ABOUT THIS TASK: Work out the count of lines in the entries below that include "positions", and write only that count.

(Stored data)
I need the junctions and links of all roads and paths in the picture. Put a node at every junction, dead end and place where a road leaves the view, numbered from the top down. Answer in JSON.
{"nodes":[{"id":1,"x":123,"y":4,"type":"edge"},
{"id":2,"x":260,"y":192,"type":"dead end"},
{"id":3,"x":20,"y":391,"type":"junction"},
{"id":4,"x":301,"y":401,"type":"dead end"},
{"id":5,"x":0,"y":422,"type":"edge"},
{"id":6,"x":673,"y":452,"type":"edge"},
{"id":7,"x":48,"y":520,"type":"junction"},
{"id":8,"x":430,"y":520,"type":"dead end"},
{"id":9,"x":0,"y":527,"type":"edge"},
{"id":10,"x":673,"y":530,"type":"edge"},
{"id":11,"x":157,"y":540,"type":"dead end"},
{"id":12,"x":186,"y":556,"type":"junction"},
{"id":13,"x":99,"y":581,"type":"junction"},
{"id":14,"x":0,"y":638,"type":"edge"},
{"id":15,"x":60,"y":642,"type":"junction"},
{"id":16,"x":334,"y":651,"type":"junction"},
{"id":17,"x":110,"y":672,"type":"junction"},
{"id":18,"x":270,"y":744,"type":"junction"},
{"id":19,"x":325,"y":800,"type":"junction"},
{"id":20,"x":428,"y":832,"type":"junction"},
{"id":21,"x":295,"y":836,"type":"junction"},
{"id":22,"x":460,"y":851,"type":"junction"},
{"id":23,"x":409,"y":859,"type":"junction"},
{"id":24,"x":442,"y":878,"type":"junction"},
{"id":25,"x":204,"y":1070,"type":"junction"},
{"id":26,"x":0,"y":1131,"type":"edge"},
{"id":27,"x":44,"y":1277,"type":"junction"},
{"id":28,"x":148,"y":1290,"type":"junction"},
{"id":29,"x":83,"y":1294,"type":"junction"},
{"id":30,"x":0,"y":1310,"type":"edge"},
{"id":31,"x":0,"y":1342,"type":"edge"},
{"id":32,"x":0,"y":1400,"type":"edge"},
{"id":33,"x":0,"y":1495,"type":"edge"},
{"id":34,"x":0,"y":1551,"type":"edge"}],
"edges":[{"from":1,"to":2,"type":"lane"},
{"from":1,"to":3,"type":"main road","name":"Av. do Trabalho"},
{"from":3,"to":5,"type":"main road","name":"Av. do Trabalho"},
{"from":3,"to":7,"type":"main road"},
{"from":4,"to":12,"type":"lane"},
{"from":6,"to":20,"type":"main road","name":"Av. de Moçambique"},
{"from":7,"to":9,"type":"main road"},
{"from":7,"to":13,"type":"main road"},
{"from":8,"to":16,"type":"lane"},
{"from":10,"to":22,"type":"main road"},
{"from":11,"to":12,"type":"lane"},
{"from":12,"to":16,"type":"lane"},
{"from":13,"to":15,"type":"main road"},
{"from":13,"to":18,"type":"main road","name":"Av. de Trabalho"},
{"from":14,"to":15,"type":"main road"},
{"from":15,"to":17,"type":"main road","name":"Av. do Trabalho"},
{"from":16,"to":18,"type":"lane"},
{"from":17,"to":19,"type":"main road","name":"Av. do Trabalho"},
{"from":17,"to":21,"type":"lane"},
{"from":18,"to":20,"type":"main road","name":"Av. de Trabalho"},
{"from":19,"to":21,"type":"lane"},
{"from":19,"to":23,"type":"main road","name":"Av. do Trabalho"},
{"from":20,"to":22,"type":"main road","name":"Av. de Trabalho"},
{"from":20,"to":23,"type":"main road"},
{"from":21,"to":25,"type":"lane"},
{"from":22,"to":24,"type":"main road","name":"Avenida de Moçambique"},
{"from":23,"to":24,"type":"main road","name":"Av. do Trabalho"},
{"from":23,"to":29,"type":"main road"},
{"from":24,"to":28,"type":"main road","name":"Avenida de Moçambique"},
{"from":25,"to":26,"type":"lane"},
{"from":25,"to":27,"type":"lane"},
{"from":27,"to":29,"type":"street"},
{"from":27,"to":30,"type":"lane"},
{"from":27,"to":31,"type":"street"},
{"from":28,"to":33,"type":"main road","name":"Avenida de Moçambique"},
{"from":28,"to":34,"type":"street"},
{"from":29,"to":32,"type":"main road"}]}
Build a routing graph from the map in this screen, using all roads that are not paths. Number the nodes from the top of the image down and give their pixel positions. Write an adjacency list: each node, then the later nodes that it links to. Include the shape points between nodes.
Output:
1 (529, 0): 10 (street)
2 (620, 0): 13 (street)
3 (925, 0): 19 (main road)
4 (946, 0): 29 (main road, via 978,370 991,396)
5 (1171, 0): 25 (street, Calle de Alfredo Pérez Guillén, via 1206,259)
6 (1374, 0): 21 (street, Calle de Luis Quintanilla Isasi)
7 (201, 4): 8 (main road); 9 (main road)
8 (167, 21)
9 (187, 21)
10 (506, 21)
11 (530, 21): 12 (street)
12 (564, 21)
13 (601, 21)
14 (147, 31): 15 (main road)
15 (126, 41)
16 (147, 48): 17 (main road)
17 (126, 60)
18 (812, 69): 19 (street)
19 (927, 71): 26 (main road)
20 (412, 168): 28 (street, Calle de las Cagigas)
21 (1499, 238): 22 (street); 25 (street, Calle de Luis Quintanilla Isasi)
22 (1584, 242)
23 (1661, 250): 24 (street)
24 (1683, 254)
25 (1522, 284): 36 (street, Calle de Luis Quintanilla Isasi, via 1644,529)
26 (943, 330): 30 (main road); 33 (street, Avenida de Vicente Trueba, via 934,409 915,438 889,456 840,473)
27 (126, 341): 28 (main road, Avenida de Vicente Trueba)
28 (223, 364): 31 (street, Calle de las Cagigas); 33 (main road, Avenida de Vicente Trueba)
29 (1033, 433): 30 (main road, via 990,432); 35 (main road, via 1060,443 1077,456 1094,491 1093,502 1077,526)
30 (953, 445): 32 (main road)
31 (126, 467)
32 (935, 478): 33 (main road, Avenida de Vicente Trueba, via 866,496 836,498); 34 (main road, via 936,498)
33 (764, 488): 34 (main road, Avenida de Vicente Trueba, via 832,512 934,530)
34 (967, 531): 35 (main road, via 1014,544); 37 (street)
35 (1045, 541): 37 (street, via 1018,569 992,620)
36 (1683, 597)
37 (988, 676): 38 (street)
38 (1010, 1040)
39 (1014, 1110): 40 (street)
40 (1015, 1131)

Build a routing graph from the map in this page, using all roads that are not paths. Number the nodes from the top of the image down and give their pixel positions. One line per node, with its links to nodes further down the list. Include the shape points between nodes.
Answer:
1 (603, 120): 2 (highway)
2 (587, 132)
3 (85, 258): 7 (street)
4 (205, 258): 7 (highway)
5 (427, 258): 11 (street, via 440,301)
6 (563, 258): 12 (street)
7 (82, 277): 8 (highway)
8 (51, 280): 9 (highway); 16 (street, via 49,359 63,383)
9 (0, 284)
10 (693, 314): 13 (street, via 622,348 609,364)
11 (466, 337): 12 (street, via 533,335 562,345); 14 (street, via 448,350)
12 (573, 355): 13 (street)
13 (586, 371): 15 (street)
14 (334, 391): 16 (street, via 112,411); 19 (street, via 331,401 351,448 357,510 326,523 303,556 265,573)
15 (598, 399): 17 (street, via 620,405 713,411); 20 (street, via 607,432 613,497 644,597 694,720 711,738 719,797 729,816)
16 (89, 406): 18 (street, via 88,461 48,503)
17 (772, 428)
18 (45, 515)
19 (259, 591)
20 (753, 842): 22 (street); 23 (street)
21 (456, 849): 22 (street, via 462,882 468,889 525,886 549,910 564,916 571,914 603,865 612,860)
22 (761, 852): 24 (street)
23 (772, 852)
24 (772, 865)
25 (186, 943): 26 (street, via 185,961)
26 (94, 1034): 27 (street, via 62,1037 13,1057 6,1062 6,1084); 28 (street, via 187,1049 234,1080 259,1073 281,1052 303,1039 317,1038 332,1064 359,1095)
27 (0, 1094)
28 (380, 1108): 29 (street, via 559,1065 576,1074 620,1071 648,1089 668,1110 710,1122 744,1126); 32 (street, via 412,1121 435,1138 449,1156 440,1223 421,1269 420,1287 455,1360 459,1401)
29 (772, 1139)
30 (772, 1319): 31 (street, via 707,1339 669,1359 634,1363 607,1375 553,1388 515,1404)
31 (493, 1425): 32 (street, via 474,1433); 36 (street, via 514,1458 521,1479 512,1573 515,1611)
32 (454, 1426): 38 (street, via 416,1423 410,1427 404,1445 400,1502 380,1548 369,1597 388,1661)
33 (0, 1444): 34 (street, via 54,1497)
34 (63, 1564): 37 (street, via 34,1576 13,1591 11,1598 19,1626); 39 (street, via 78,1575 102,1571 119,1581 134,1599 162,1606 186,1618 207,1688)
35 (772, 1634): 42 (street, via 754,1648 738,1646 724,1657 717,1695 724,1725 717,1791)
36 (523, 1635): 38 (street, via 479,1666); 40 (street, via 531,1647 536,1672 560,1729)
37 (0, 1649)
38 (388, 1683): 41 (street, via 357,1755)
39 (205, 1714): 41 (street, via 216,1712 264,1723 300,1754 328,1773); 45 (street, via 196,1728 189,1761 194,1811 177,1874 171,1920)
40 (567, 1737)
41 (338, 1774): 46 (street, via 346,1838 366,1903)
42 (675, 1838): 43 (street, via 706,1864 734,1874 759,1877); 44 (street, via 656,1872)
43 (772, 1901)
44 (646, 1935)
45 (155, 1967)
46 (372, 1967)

YOUR SOLUTION: 2